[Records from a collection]
========================================================================

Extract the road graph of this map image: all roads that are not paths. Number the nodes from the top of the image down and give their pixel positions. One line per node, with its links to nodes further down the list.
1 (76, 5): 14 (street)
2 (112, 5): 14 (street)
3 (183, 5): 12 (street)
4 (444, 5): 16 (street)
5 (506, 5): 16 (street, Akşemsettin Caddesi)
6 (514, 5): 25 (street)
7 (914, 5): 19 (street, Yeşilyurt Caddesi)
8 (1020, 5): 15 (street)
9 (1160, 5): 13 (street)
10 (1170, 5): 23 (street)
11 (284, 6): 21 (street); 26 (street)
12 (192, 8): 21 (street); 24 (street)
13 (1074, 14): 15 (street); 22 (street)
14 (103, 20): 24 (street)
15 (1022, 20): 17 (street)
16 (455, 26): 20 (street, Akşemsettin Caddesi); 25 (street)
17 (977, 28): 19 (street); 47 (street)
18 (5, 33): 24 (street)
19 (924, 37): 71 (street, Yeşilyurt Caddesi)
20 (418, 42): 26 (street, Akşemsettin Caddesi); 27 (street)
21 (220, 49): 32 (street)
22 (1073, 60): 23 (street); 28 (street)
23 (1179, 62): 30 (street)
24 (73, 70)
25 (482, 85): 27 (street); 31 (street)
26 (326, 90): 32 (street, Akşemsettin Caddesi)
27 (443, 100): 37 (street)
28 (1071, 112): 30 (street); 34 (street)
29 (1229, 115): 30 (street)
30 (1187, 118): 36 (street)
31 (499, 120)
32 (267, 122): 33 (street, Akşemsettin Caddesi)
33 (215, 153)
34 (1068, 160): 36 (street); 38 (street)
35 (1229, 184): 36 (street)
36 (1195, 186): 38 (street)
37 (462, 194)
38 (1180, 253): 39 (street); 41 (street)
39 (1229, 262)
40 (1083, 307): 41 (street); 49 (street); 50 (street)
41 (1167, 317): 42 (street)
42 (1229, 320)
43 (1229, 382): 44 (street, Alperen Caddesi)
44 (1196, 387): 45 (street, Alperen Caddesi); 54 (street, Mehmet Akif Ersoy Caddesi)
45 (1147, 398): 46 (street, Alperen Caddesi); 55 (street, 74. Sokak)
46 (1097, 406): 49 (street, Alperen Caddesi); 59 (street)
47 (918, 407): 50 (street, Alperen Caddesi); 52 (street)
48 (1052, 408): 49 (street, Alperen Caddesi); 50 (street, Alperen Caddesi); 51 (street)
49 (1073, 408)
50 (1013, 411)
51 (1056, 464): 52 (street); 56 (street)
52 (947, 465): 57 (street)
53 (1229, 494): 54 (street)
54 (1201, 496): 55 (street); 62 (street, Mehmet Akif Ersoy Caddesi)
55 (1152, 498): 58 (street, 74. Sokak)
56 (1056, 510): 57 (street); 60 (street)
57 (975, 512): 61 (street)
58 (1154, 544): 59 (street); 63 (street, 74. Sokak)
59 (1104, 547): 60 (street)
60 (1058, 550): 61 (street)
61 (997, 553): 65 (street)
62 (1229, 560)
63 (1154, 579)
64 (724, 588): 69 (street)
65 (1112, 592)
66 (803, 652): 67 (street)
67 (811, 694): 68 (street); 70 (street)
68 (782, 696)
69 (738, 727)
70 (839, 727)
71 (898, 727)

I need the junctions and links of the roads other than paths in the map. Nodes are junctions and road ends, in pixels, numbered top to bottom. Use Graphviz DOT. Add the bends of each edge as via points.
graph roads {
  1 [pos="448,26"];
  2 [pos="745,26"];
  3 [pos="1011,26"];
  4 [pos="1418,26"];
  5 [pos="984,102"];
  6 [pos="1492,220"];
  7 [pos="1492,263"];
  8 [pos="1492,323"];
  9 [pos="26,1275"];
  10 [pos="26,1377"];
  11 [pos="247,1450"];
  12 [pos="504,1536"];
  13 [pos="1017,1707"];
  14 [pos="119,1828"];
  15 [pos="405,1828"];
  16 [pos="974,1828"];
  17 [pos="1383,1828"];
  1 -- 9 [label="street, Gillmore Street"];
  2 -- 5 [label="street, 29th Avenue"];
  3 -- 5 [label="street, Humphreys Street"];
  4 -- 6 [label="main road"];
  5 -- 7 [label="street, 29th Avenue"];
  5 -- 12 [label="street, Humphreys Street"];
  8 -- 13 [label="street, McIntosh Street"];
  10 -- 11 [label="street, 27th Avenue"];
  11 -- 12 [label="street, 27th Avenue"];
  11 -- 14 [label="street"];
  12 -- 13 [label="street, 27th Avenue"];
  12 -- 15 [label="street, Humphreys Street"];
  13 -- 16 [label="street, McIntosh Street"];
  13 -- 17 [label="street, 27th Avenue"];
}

========================================================================

Copy whichever lines of the records above contain the word "Akif".

• Answer:
44 (1196, 387): 45 (street, Alperen Caddesi); 54 (street, Mehmet Akif Ersoy Caddesi)
54 (1201, 496): 55 (street); 62 (street, Mehmet Akif Ersoy Caddesi)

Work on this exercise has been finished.